DANAHER, Circuit Judge.

Appellant was convicted on two counts of violation of the narcotics law. He claims here that the trial court erroneously ruled (1) he lacked standing to move to suppress, and (2) in any event, the search warrant was valid.

Without hearing, appellant’s pretrial motion to suppress was denied. The judge ruled “Unless the defendant asserts either ownership of the seized article or control of the premises in which the seizure occurred, he had no standing to make a motion to suppress.” The motion was renewed at the outset of the trial and, by stipulation of counsel, was fully heard by the judge as the trial progressed. Judge Youngdahl concluded that the appellant had failed to establish standing to move to suppress. His ruling reads:

“In his testimony [appellant] has stated that he had no control over the premises; that he was just in there temporarily; that he had no possession whatever of the premises; had no drugs in his possession; he knew nothing about any drugs in the place; there were no drugs in the place.
“He has completely denied the entire story of the police officer with reference to the drugs and on that basis he is a complete stranger coming into this court and attempting to move to suppress some property over which, in no way by even the remotest stretch of the imagination, he had any control whatsoever.” 1

Appellant had testified that he and his friend “Bill” were to go on a picnic. He said Bill had given appellant a key to the room, later searched, and told appellant to wait there while Bill went to buy chickens. A large quantity of narcotics, “capping” equipment and paraphernalia were seized.2 He denied that the narcotics were his and insisted he knew nothing about narcotics, the record of his testimony shows. “Was it your room?” he was asked. “No, sir, it wasn’t my room,” he replied. On cross examination he further testified that although his real name is Sherman Brandon, he also used the names “Sherman Brown” and “Sherman Miller” and had done so ever since getting out of the reformatory. He admitted earlier convictions of grand larceny, robbery, larceny of goods from interstate shipment and of violation of the narcotics laws.

I

In Jeffers v. United States, 1950, 88 U.S.App.D.C. 58, 60, 187 F.2d 498, 500, the Government had contended that Jef-fers lacked standing unless he could show that he owned or controlled the premises searched and also asserted ownership of the evidence seized. We found that the true rule did not require that both such elements be established. We decided that a “person aggrieved” within the meaning of Rule 41(e), supra note 1, included one who, like Jeffers, had simply claimed ownership of the evidence seized. We recognized it to be settled doctrine that the movant must show that his personal rights had been violated. We observed that the exclusionary rule had been formulated by the judiciary in aid of the victim of unconstitutional conduct. We noted that the federal courts with unanimity had denied standing otherwise. Jeffers, we found, had satisfied the requirement as to a showing of violation of his personal rights by his claim of ownership of the seized evidence. [313]*313The Supreme Court agreed. “The respondent unquestionably had standing to object to the seizure made without warrant or arrest unless the contraband nature of the narcotics seized precluded his assertion, for purposes of the exclusionary rule, of a property interest therein.” United States v. Jeffers, 1951, 342 U.S. 48, 52, 72 S.Ct. 93, 96, 96 L.Ed. 59. Here, as we have observed, appellant made no such claim, and on the contrary, denied all knowledge of the narcotics.

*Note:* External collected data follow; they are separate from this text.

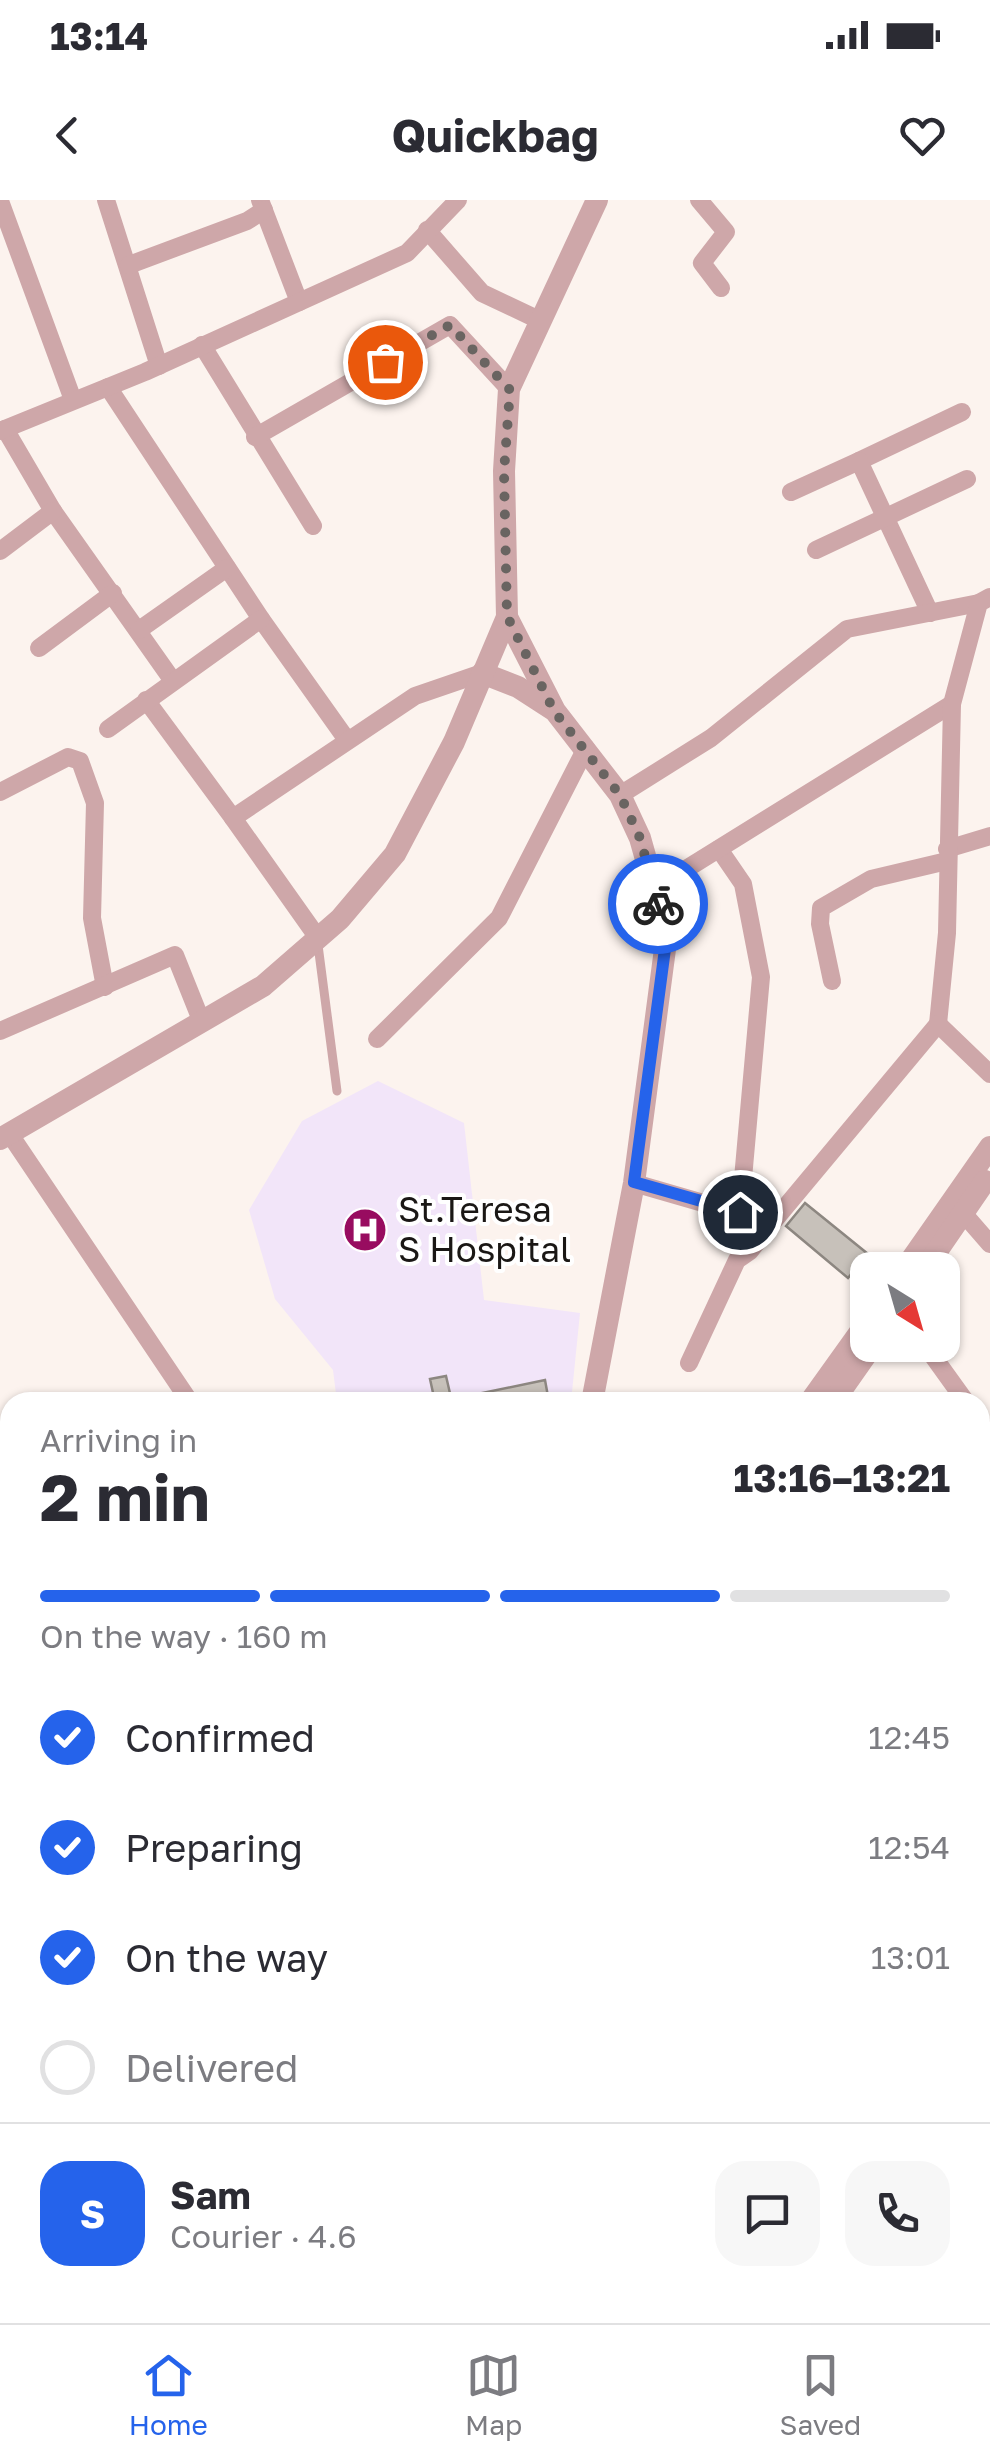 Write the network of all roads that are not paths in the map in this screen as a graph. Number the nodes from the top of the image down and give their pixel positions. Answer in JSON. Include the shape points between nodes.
{"nodes":[{"id":1,"x":106,"y":200,"type":"edge"},
{"id":2,"x":458,"y":200,"type":"edge"},
{"id":3,"x":597,"y":200,"type":"edge"},
{"id":4,"x":699,"y":200,"type":"edge"},
{"id":5,"x":0,"y":201,"type":"edge"},
{"id":6,"x":262,"y":205,"type":"edge"},
{"id":7,"x":427,"y":230,"type":"junction"},
{"id":8,"x":128,"y":266,"type":"junction"},
{"id":9,"x":721,"y":288,"type":"dead end"},
{"id":10,"x":299,"y":302,"type":"junction"},
{"id":11,"x":539,"y":320,"type":"junction"},
{"id":12,"x":202,"y":345,"type":"junction"},
{"id":13,"x":158,"y":366,"type":"junction"},
{"id":14,"x":108,"y":388,"type":"junction"},
{"id":15,"x":510,"y":390,"type":"junction"},
{"id":16,"x":72,"y":400,"type":"junction"},
{"id":17,"x":962,"y":412,"type":"dead end"},
{"id":18,"x":2,"y":430,"type":"edge"},
{"id":19,"x":255,"y":438,"type":"junction"},
{"id":20,"x":860,"y":461,"type":"junction"},
{"id":21,"x":967,"y":479,"type":"dead end"},
{"id":22,"x":790,"y":492,"type":"dead end"},
{"id":23,"x":53,"y":511,"type":"junction"},
{"id":24,"x":886,"y":518,"type":"junction"},
{"id":25,"x":314,"y":526,"type":"dead end"},
{"id":26,"x":816,"y":550,"type":"dead end"},
{"id":27,"x":0,"y":551,"type":"edge"},
{"id":28,"x":228,"y":568,"type":"junction"},
{"id":29,"x":113,"y":594,"type":"junction"},
{"id":30,"x":984,"y":600,"type":"edge"},
{"id":31,"x":930,"y":613,"type":"junction"},
{"id":32,"x":507,"y":616,"type":"junction"},
{"id":33,"x":260,"y":619,"type":"junction"},
{"id":34,"x":139,"y":630,"type":"junction"},
{"id":35,"x":39,"y":648,"type":"dead end"},
{"id":36,"x":482,"y":674,"type":"junction"},
{"id":37,"x":173,"y":681,"type":"junction"},
{"id":38,"x":146,"y":700,"type":"junction"},
{"id":39,"x":952,"y":704,"type":"junction"},
{"id":40,"x":554,"y":711,"type":"junction"},
{"id":41,"x":108,"y":729,"type":"dead end"},
{"id":42,"x":348,"y":740,"type":"junction"},
{"id":43,"x":586,"y":748,"type":"junction"},
{"id":44,"x":0,"y":792,"type":"edge"},
{"id":45,"x":620,"y":795,"type":"junction"},
{"id":46,"x":233,"y":818,"type":"junction"},
{"id":47,"x":990,"y":836,"type":"edge"},
{"id":48,"x":719,"y":849,"type":"junction"},
{"id":49,"x":947,"y":855,"type":"junction"},
{"id":50,"x":654,"y":890,"type":"junction"},
{"id":51,"x":318,"y":938,"type":"junction"},
{"id":52,"x":832,"y":981,"type":"dead end"},
{"id":53,"x":105,"y":987,"type":"junction"},
{"id":54,"x":201,"y":1020,"type":"junction"},
{"id":55,"x":938,"y":1024,"type":"junction"},
{"id":56,"x":0,"y":1031,"type":"edge"},
{"id":57,"x":377,"y":1039,"type":"dead end"},
{"id":58,"x":990,"y":1074,"type":"edge"},
{"id":59,"x":338,"y":1091,"type":"dead end"},
{"id":60,"x":4,"y":1136,"type":"edge"},
{"id":61,"x":990,"y":1147,"type":"edge"},
{"id":62,"x":990,"y":1174,"type":"edge"},
{"id":63,"x":634,"y":1182,"type":"junction"},
{"id":64,"x":740,"y":1212,"type":"junction"},
{"id":65,"x":963,"y":1213,"type":"junction"},
{"id":66,"x":772,"y":1223,"type":"junction"},
{"id":67,"x":990,"y":1244,"type":"edge"},
{"id":68,"x":917,"y":1252,"type":"edge"},
{"id":69,"x":936,"y":1252,"type":"edge"},
{"id":70,"x":850,"y":1347,"type":"edge"},
{"id":71,"x":860,"y":1362,"type":"edge"},
{"id":72,"x":938,"y":1362,"type":"edge"},
{"id":73,"x":689,"y":1363,"type":"dead end"},
{"id":74,"x":177,"y":1392,"type":"edge"},
{"id":75,"x":594,"y":1392,"type":"edge"},
{"id":76,"x":817,"y":1392,"type":"edge"},
{"id":77,"x":840,"y":1392,"type":"edge"},
{"id":78,"x":959,"y":1392,"type":"edge"}],
"edges":[{"from":1,"to":8,"type":"street"},
{"from":2,"to":7,"type":"street"},
{"from":3,"to":11,"type":"street"},
{"from":4,"to":9,"type":"street","via":[[726,232],[702,262]]},
{"from":5,"to":16,"type":"street"},
{"from":6,"to":8,"type":"street","via":[[247,222]]},
{"from":6,"to":10,"type":"street"},
{"from":7,"to":10,"type":"street","via":[[407,253]]},
{"from":7,"to":11,"type":"street","via":[[482,293]]},
{"from":8,"to":13,"type":"street"},
{"from":10,"to":12,"type":"street"},
{"from":11,"to":15,"type":"street"},
{"from":12,"to":13,"type":"street"},
{"from":12,"to":19,"type":"street"},
{"from":13,"to":14,"type":"street"},
{"from":14,"to":16,"type":"street"},
{"from":14,"to":28,"type":"street"},
{"from":15,"to":19,"type":"street","via":[[450,325]]},
{"from":15,"to":32,"type":"street"},
{"from":16,"to":18,"type":"street"},
{"from":17,"to":20,"type":"street"},
{"from":18,"to":23,"type":"street"},
{"from":19,"to":25,"type":"street"},
{"from":20,"to":22,"type":"street"},
{"from":20,"to":24,"type":"street"},
{"from":21,"to":24,"type":"street"},
{"from":23,"to":27,"type":"street"},
{"from":23,"to":29,"type":"street"},
{"from":24,"to":26,"type":"street"},
{"from":24,"to":31,"type":"street"},
{"from":28,"to":33,"type":"street"},
{"from":28,"to":34,"type":"street"},
{"from":29,"to":34,"type":"street"},
{"from":29,"to":35,"type":"street"},
{"from":30,"to":31,"type":"street"},
{"from":30,"to":39,"type":"street"},
{"from":31,"to":45,"type":"street","via":[[846,629],[710,738]]},
{"from":32,"to":36,"type":"street"},
{"from":32,"to":40,"type":"street"},
{"from":33,"to":37,"type":"street"},
{"from":33,"to":42,"type":"street"},
{"from":34,"to":37,"type":"street"},
{"from":36,"to":40,"type":"street"},
{"from":36,"to":42,"type":"street","via":[[415,696]]},
{"from":36,"to":51,"type":"street","via":[[395,854]]},
{"from":37,"to":38,"type":"street"},
{"from":38,"to":41,"type":"street"},
{"from":38,"to":46,"type":"street"},
{"from":39,"to":48,"type":"street"},
{"from":39,"to":49,"type":"street"},
{"from":40,"to":43,"type":"street"},
{"from":42,"to":46,"type":"street"},
{"from":43,"to":45,"type":"street"},
{"from":43,"to":57,"type":"street","via":[[499,918]]},
{"from":44,"to":53,"type":"street","via":[[68,757],[80,761],[95,803],[92,918]]},
{"from":45,"to":50,"type":"street"},
{"from":46,"to":51,"type":"street"},
{"from":47,"to":49,"type":"street"},
{"from":48,"to":50,"type":"street"},
{"from":48,"to":64,"type":"street","via":[[743,884],[761,978]]},
{"from":49,"to":52,"type":"street","via":[[871,880],[821,908]]},
{"from":49,"to":55,"type":"street"},
{"from":50,"to":63,"type":"street","via":[[667,934]]},
{"from":51,"to":54,"type":"street","via":[[263,986]]},
{"from":51,"to":59,"type":"lane"},
{"from":53,"to":54,"type":"street","via":[[175,955]]},
{"from":53,"to":56,"type":"street"},
{"from":54,"to":60,"type":"street"},
{"from":55,"to":58,"type":"street"},
{"from":55,"to":66,"type":"street"},
{"from":60,"to":74,"type":"street"},
{"from":61,"to":68,"type":"street"},
{"from":62,"to":65,"type":"street"},
{"from":63,"to":64,"type":"street"},
{"from":63,"to":75,"type":"street"},
{"from":64,"to":66,"type":"street"},
{"from":65,"to":67,"type":"street"},
{"from":65,"to":69,"type":"street"},
{"from":66,"to":73,"type":"street","via":[[736,1260]]},
{"from":70,"to":76,"type":"street"},
{"from":71,"to":77,"type":"street"},
{"from":72,"to":78,"type":"street"}]}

McDonald v. United States, 1948, 335 U.S. 451, 452, 69 S.Ct. 191, 93 L.Ed. 153, discloses that McDonald was a roomer in a District of Columbia rooming house. Standing was accorded to him on that account.3 Here appellant had not alleged ownership of the premises. He was not a tenant. He was not a roomer. He was not an employee. Cf. Connolly v. Medalie, 2 Cir., 1932, 58 F.2d 629, 630. In accounting for his presence in “Bill’s” room, he neither alleged nor proved a basis for the conclusion that his personal rights were invaded by the officers in their execution of the search warrant. We have repeatedly held that a movant under such circumstances is not a “person aggrieved” within the meaning of the Rule. See, for example, Jones v. United States, 1958, 104 U.S.App.D.C. 345, 262 F.2d 234, certiorari granted, 1959, 359 U.S. 988, 79 S.Ct. 1125, 3 L.Ed.2d 978; Accardo v. United States, 101 U.S.App.D.C. 162, 247 F.2d 568, certiorari denied, 1957, 355 U. S. 898, 78 S.Ct. 273, 2 L.Ed.2d 195; Gaskins v. United States, 1955, 95 U.S. App.D.C. 34, 218 F.2d 47; and almost squarely in point, Scoggins v. United States, 1953, 92 U.S.App.D.C. 29, 202 F.2d 211 and cases cited; see also, Washington v. United States,4 92 U.S.App.D.C. 31, 202 F.2d 214, certiorari denied, 1953, 345 U.S. 956, 73 S.Ct. 938, 97 L.Ed. 1377; Gibson v. United States, 1945, 80 U.S.App.D.C. 81, 84, 149 F.2d 381, 384; Shore v. United States, 60 App.D. C. 137, 49 F.2d 519, certiorari denied, 1931, 283 U.S. 865, 51 S.Ct. 656, 75 L.Ed. 1469.5 Similar cases in other Courts of Appeals are legion. See, for example, Lovette v. United States, 5 Cir., 1956, 230 F.2d 263, 264 and cases cited.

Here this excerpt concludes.